***** Given records *****
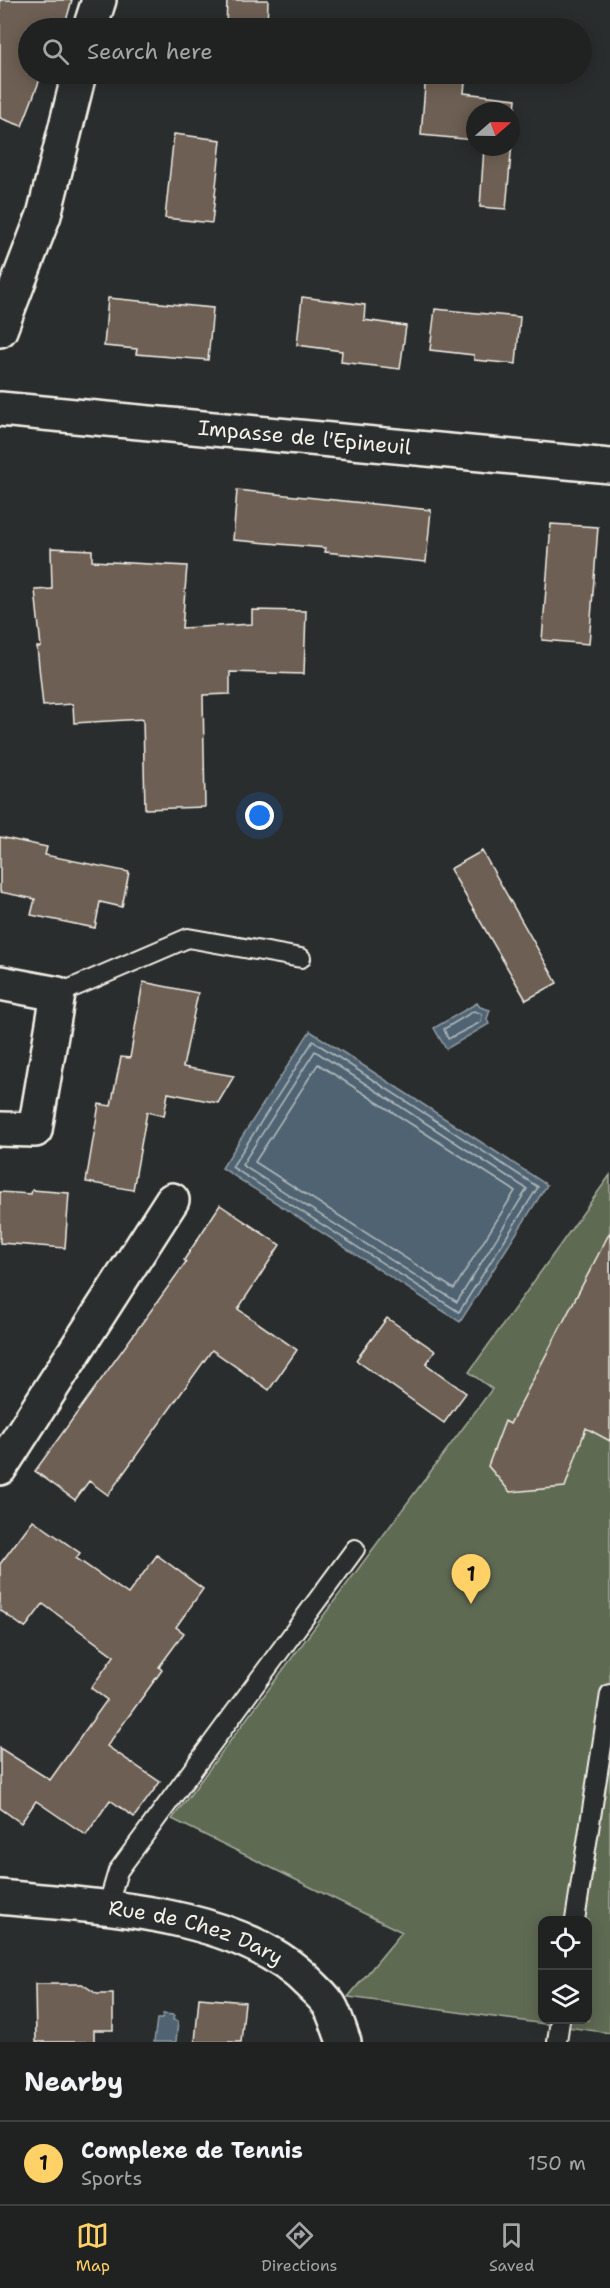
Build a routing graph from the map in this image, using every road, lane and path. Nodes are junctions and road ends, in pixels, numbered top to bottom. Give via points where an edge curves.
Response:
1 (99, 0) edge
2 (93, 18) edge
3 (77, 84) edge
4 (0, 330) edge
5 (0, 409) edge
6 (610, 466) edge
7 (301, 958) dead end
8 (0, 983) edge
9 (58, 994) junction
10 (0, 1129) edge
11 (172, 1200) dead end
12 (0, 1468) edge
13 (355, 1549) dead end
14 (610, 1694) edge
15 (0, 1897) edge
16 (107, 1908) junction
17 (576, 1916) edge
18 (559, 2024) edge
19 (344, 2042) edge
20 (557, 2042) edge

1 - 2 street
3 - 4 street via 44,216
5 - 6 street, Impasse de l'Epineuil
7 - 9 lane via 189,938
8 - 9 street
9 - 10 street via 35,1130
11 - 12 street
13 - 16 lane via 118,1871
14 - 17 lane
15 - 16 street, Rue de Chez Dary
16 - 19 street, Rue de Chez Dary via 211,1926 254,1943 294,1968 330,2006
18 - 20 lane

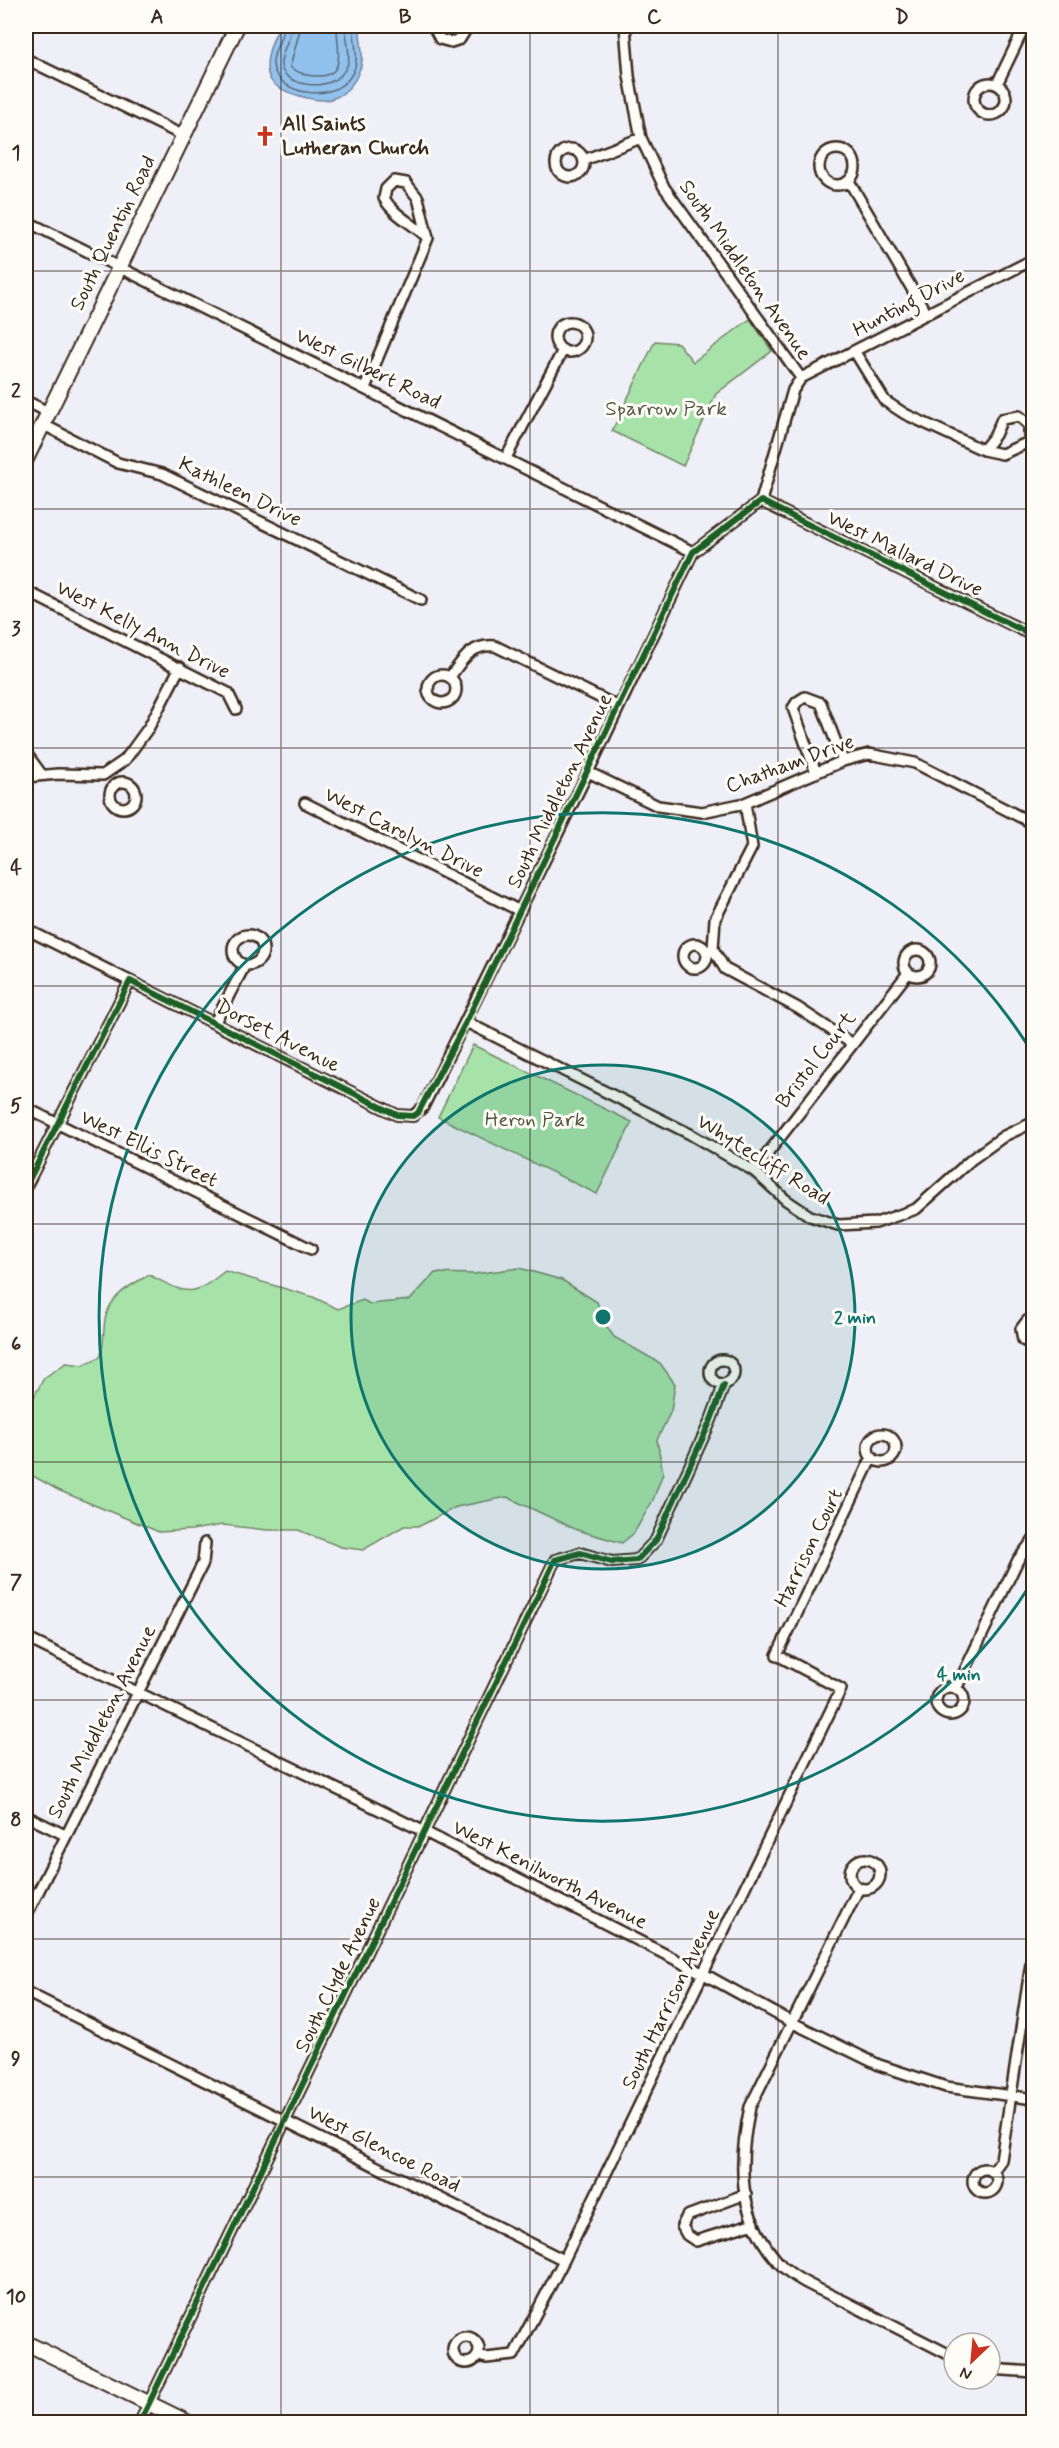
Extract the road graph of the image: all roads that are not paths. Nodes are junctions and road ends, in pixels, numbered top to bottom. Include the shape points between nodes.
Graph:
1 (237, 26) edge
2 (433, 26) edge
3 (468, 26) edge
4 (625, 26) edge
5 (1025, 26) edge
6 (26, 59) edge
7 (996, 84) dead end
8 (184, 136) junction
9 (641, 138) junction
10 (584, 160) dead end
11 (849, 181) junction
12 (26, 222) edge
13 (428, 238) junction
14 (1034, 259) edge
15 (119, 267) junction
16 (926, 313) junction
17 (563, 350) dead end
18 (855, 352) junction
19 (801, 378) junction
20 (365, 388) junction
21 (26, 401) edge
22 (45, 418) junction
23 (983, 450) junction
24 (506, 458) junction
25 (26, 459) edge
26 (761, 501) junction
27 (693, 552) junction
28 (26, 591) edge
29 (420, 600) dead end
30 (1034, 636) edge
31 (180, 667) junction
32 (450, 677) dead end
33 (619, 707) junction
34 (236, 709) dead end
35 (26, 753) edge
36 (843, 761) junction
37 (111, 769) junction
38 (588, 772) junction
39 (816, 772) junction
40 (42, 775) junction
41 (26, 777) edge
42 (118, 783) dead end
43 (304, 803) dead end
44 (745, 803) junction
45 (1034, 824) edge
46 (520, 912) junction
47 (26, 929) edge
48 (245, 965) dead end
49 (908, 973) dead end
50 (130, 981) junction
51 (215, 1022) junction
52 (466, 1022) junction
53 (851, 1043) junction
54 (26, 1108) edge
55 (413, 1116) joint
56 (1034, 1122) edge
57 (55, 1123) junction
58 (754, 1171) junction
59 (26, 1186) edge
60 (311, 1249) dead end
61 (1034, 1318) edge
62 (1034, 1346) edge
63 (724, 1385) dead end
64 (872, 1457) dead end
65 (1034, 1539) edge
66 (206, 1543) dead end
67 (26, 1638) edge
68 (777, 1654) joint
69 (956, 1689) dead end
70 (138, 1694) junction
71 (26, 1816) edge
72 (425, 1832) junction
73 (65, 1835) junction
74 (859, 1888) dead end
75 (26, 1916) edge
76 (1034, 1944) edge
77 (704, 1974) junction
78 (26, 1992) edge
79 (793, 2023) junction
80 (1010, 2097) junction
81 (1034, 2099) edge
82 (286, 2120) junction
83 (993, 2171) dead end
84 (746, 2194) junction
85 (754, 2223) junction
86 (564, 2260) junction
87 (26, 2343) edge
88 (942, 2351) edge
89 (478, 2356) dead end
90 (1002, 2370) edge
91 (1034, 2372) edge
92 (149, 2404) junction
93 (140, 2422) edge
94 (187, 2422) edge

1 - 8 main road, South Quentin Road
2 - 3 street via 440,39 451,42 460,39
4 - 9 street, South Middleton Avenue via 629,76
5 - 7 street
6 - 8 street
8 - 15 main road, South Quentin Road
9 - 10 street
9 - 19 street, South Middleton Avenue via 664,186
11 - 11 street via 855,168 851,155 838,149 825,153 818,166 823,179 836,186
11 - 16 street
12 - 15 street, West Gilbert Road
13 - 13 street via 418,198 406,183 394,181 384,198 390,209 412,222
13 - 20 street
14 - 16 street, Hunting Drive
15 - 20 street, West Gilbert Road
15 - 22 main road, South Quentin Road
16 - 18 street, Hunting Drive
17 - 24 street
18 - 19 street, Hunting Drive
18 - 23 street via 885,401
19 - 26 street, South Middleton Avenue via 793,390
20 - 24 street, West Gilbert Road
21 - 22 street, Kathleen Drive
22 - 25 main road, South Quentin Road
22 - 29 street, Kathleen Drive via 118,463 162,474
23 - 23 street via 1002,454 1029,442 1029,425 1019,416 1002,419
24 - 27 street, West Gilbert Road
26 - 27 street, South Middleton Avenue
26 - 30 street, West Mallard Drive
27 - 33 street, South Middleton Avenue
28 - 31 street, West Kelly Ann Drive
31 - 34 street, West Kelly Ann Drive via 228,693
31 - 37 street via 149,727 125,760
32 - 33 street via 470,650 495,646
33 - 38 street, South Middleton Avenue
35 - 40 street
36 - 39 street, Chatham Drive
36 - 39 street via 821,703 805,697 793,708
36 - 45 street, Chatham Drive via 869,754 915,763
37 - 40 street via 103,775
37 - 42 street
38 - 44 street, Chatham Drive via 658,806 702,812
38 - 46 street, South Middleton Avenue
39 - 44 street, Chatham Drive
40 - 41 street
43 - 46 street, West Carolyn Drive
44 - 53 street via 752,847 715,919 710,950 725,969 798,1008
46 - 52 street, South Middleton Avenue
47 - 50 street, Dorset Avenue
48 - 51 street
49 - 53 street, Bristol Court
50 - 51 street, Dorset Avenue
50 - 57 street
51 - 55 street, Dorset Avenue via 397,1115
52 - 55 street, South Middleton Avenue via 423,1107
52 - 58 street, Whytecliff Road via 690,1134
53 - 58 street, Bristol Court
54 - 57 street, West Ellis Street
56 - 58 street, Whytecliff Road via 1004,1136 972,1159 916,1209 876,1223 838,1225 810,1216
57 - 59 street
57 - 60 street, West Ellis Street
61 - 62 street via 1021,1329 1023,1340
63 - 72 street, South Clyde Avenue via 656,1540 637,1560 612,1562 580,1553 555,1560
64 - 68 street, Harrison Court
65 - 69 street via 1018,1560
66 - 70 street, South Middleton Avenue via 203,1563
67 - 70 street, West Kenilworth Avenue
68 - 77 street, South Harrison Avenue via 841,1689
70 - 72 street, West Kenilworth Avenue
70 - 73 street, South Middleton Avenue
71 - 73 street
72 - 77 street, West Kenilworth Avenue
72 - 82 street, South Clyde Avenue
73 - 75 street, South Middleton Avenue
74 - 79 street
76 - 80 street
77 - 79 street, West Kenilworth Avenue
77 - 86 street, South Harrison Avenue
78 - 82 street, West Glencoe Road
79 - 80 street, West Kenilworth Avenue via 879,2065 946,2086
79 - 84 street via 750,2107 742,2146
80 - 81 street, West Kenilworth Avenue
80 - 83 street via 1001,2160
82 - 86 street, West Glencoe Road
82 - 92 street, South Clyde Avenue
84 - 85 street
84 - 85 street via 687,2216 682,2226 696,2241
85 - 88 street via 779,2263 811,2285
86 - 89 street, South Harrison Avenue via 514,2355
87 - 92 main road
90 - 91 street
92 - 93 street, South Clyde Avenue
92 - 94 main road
*****
Exercise objective: Lines from the records above that hold "Kelly" are the ones to list.

Problem solution:
28 - 31 street, West Kelly Ann Drive
31 - 34 street, West Kelly Ann Drive via 228,693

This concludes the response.